What Happened
A research team has published a paper, "BitVLA: 1-bit Vision-Language-Action Models for Robotics Manipulation," introducing a method to drastically compress the AI model controlling a robot's perception and action. The core achievement is an 11x model size reduction—compressing a typical Vision-Language-Action (VLA) model down to just 1.4GB—without sacrificing functional accuracy in robotic manipulation tasks.
According to the paper, the compressed model performs "just as accurately" as the original, much larger models in moving a robot arm. It also operates 4 times faster.
The Technical Method: 1-Bit Quantization
The compression is achieved through 1-bit quantization. Instead of using the standard 16-bit or 32-bit floating-point numbers for internal calculations, the researchers simplified almost all internal model parameters to just three basic values: -1, 0, and +1.
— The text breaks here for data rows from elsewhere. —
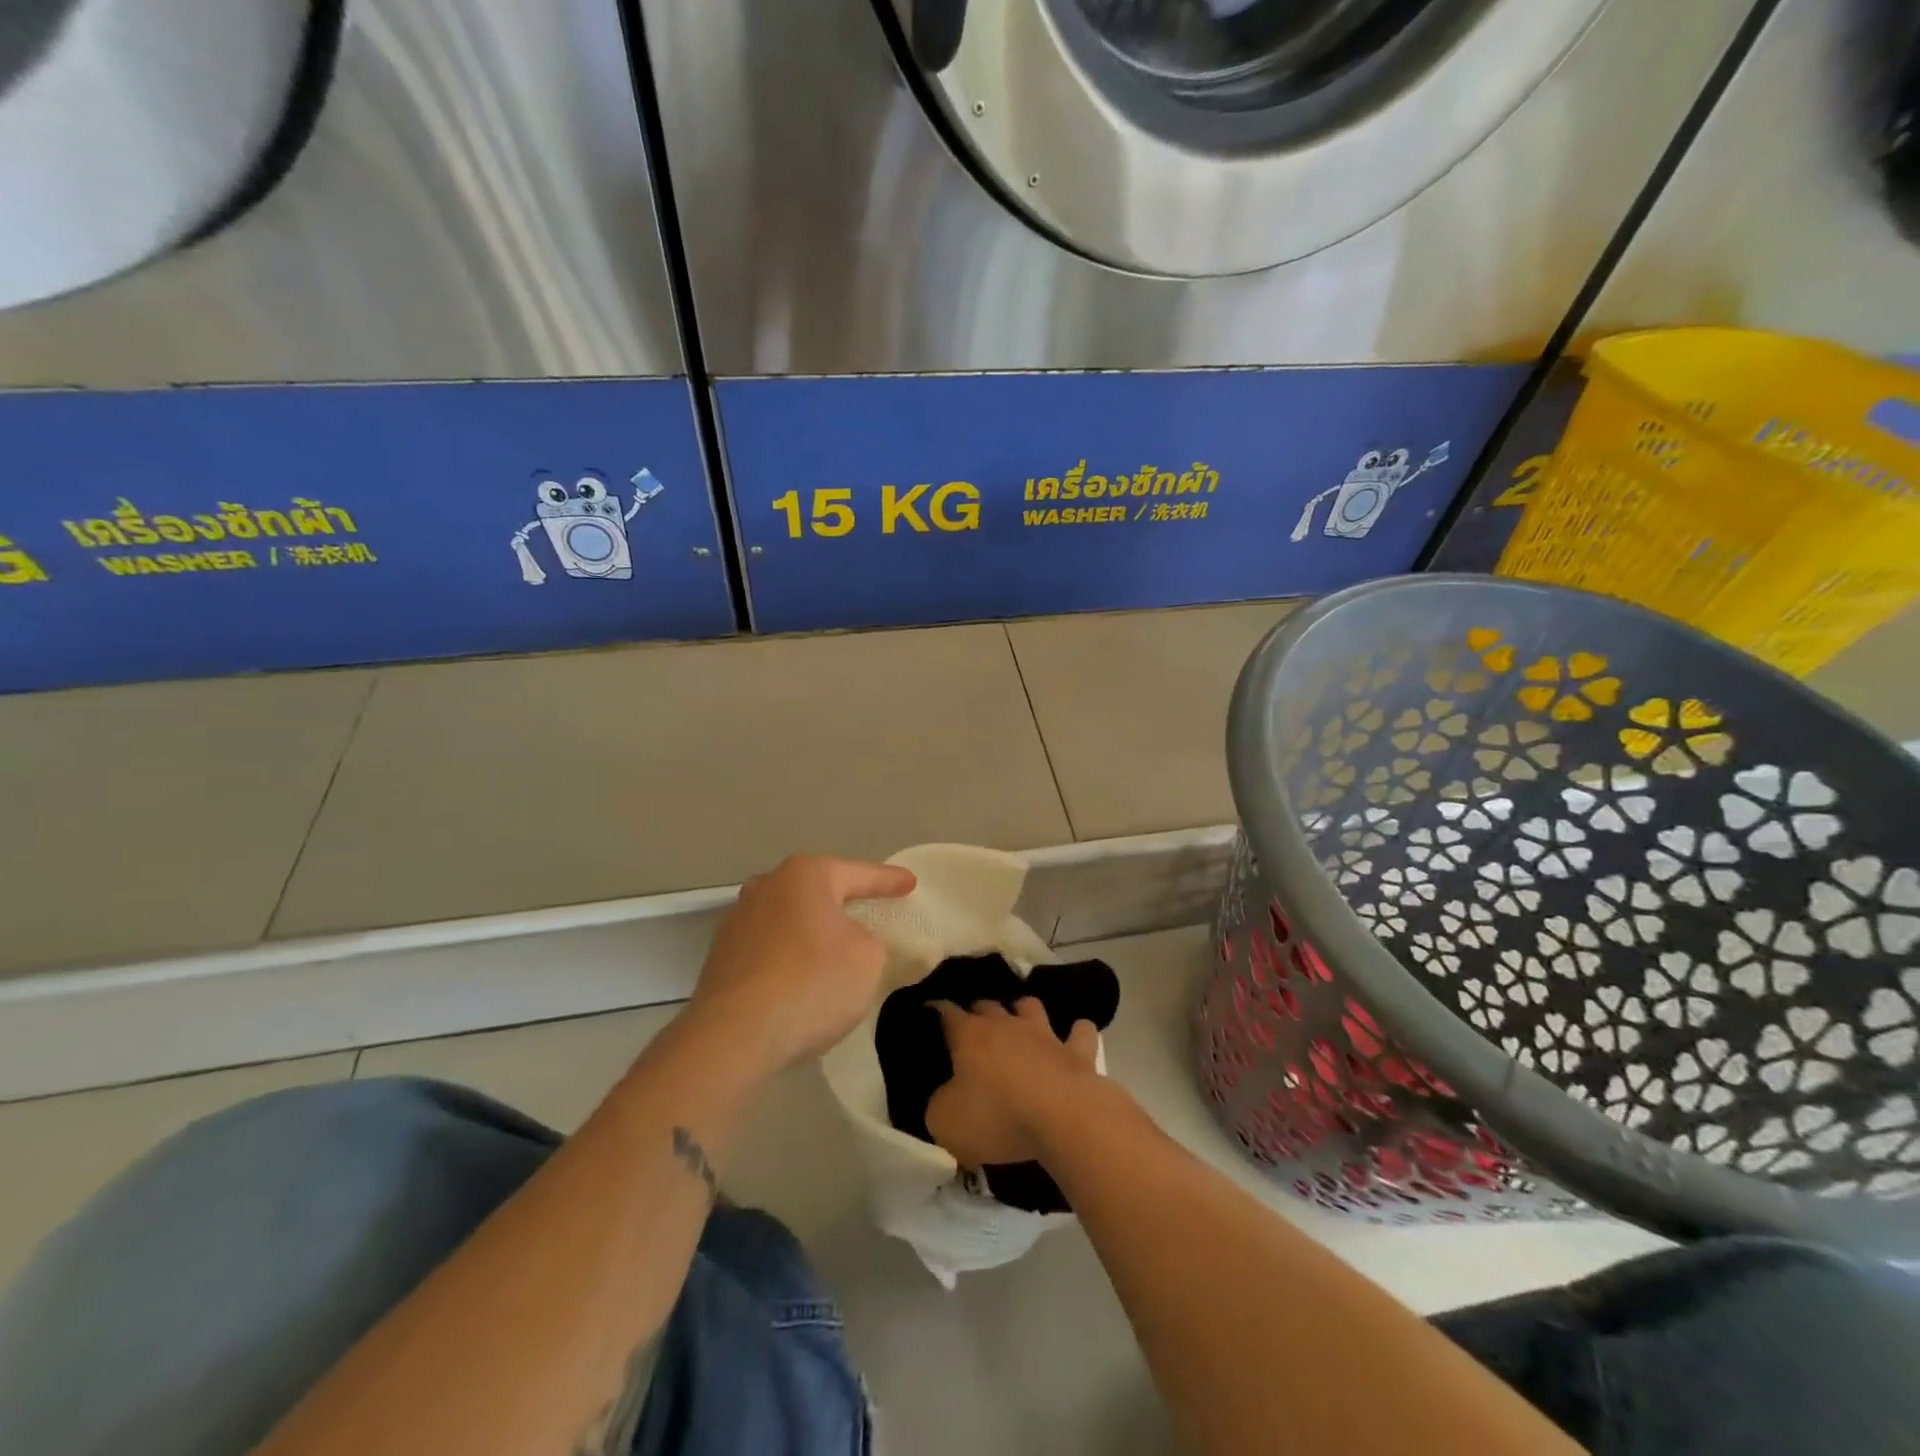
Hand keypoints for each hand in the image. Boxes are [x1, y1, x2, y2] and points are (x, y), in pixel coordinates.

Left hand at [688, 854, 915, 1074]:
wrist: (733, 1036)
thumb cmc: (812, 984)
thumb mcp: (869, 960)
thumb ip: (871, 941)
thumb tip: (852, 940)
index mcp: (806, 875)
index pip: (859, 874)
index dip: (889, 881)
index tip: (910, 883)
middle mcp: (768, 886)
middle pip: (818, 890)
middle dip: (843, 900)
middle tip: (870, 909)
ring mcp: (738, 920)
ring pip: (790, 918)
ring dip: (812, 930)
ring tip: (835, 948)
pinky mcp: (721, 957)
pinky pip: (770, 947)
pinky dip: (789, 956)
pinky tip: (801, 978)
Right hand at [925, 998, 1100, 1166]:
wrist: (1063, 1117)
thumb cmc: (998, 1117)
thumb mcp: (946, 1122)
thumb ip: (938, 1105)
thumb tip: (945, 1097)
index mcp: (969, 1035)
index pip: (946, 1012)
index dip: (936, 1012)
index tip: (929, 1014)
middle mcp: (1005, 1023)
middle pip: (987, 1004)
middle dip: (978, 1011)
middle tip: (973, 1028)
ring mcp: (1044, 1033)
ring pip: (1030, 1006)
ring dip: (1023, 1011)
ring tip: (1020, 1023)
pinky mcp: (1076, 1051)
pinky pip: (1080, 1031)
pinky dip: (1076, 1033)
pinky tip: (1073, 1039)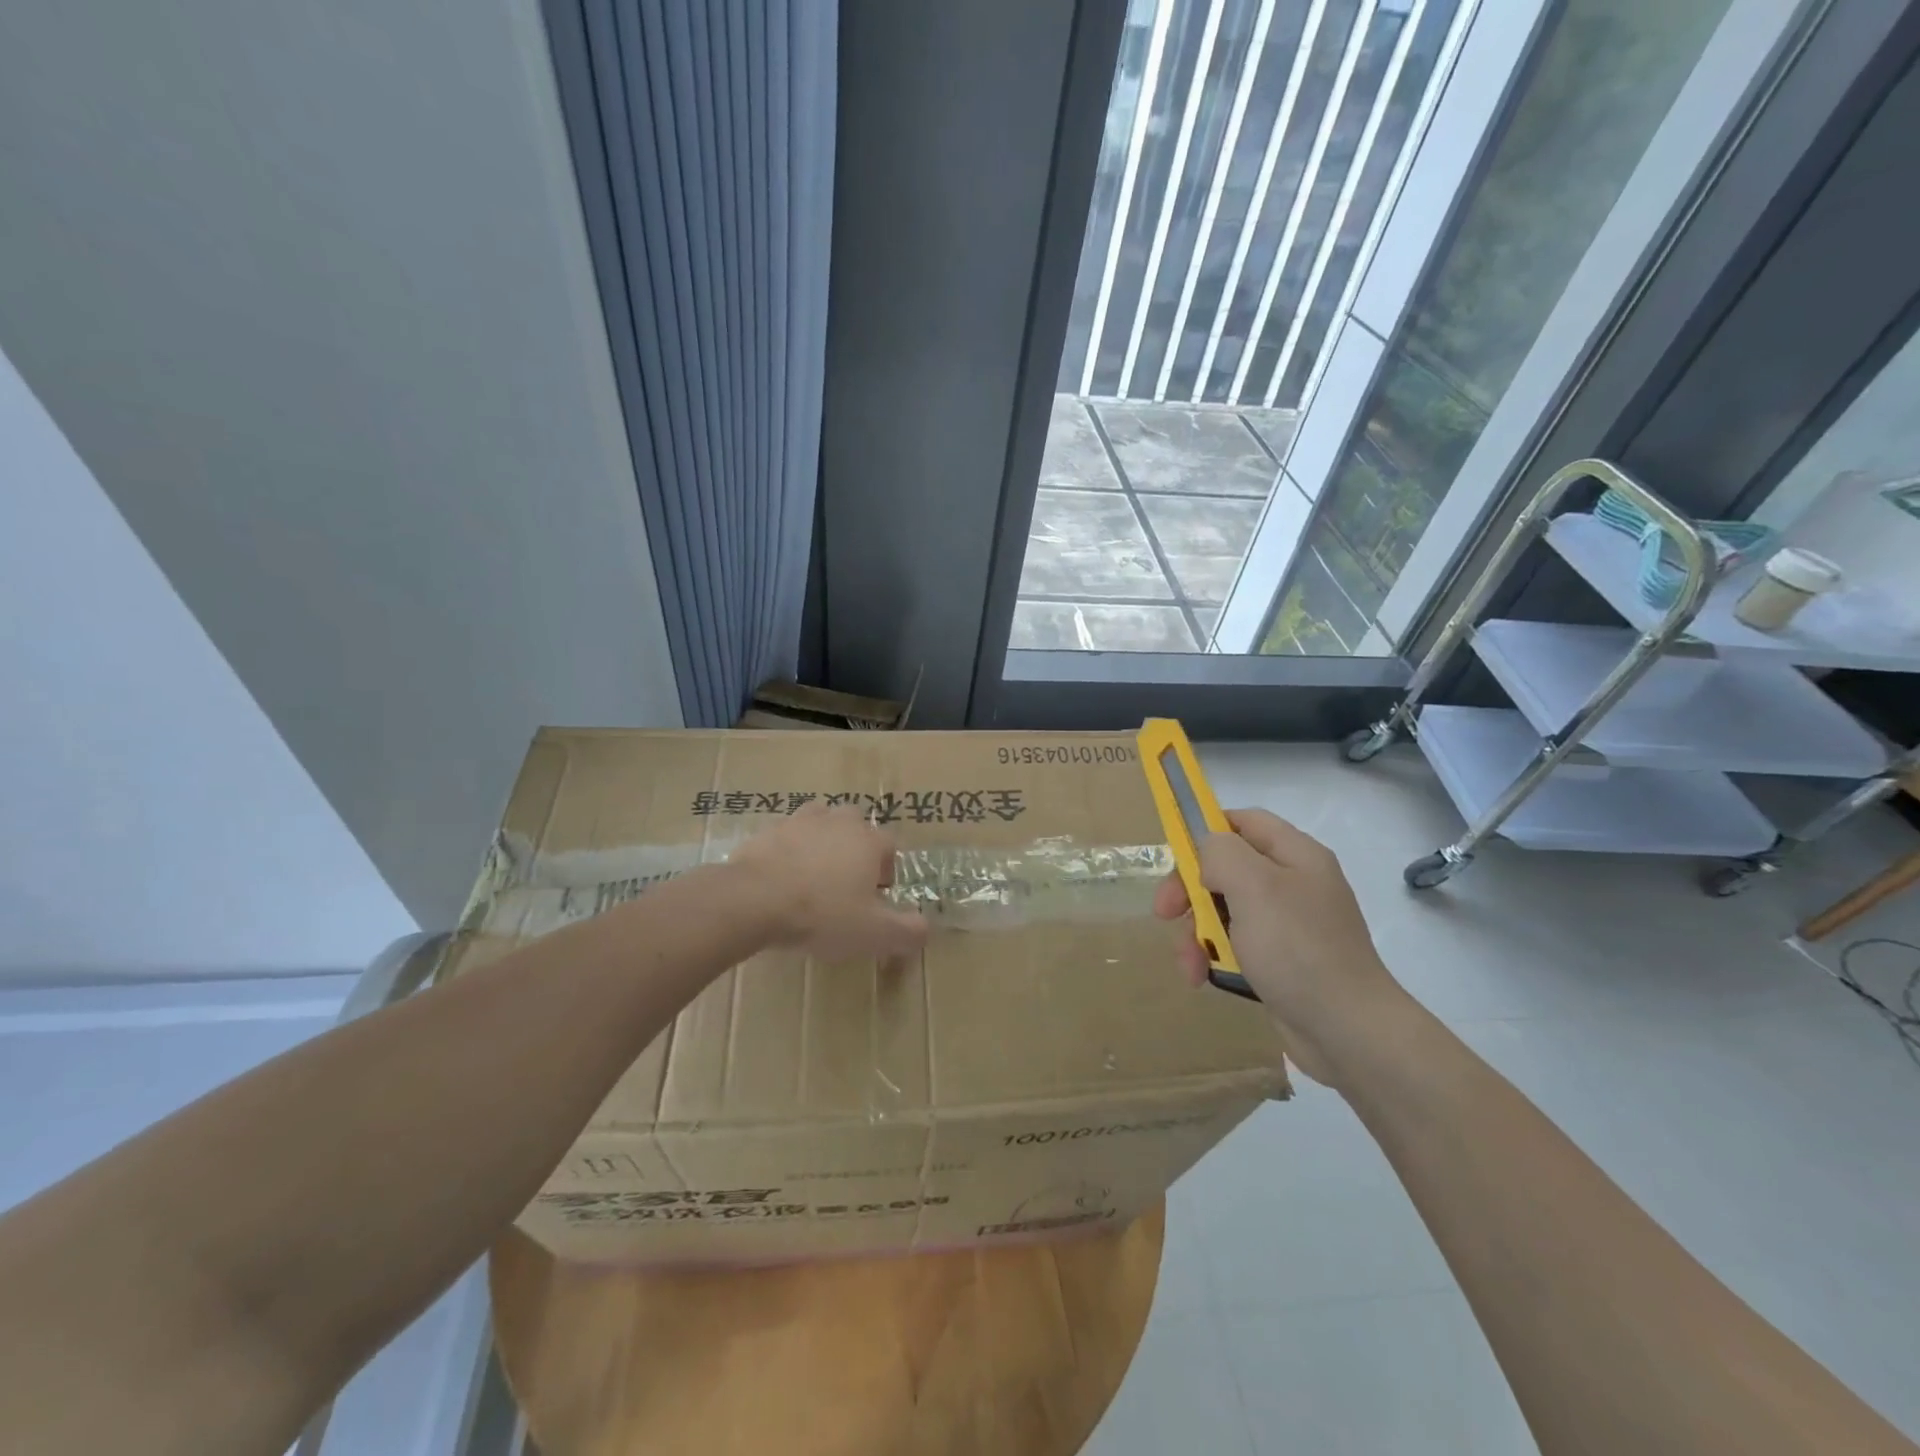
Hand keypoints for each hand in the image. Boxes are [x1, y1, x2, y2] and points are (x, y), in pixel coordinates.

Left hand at [729, 805, 928, 960]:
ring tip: (814, 876)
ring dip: (822, 843)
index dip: (887, 870)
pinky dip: (788, 852)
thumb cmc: (822, 914)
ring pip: (820, 823)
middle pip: (856, 826)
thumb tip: (927, 929)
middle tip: (846, 884)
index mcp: (868, 841)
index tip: (877, 897)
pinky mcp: (768, 830)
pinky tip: (781, 879)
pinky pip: (786, 837)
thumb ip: (907, 932)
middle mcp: (838, 822)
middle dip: (856, 848)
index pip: (890, 846)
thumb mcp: (873, 934)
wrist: (753, 900)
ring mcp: (800, 822)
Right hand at [1153, 808, 1407, 1083]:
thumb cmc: (1298, 949)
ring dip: (1197, 931)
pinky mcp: (1282, 959)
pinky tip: (1202, 977)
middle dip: (1190, 890)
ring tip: (1187, 962)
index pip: (1242, 821)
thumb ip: (1221, 854)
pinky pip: (1237, 944)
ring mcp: (1289, 923)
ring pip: (1225, 909)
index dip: (1204, 831)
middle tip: (1165, 913)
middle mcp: (1294, 882)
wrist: (1348, 1031)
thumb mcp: (1254, 887)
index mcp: (1295, 854)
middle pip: (1226, 868)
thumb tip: (1207, 853)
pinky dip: (1214, 956)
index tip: (1174, 858)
This process, known as ternary quantization, rounds off the complex, high-precision weights of a trained VLA model into this extremely low-bit representation. The paper's title, "BitVLA," refers to this 1-bit vision-language-action architecture.
Context & Implications
Vision-Language-Action models are typically large, requiring significant GPU memory and compute power, often necessitating expensive hardware or cloud server connections. This has been a barrier to deploying capable robots in cost-sensitive or real-time environments.
The BitVLA result demonstrates that the precision of internal calculations in such models can be reduced far more than previously assumed for real-world robotic tasks. A 1.4GB model can feasibly run on cheap, low-power computer chips (like those in edge devices or consumer-grade hardware) instead of relying on high-end GPUs or network latency to a cloud server.
The paper is available on arXiv: arxiv.org/abs/2506.07530.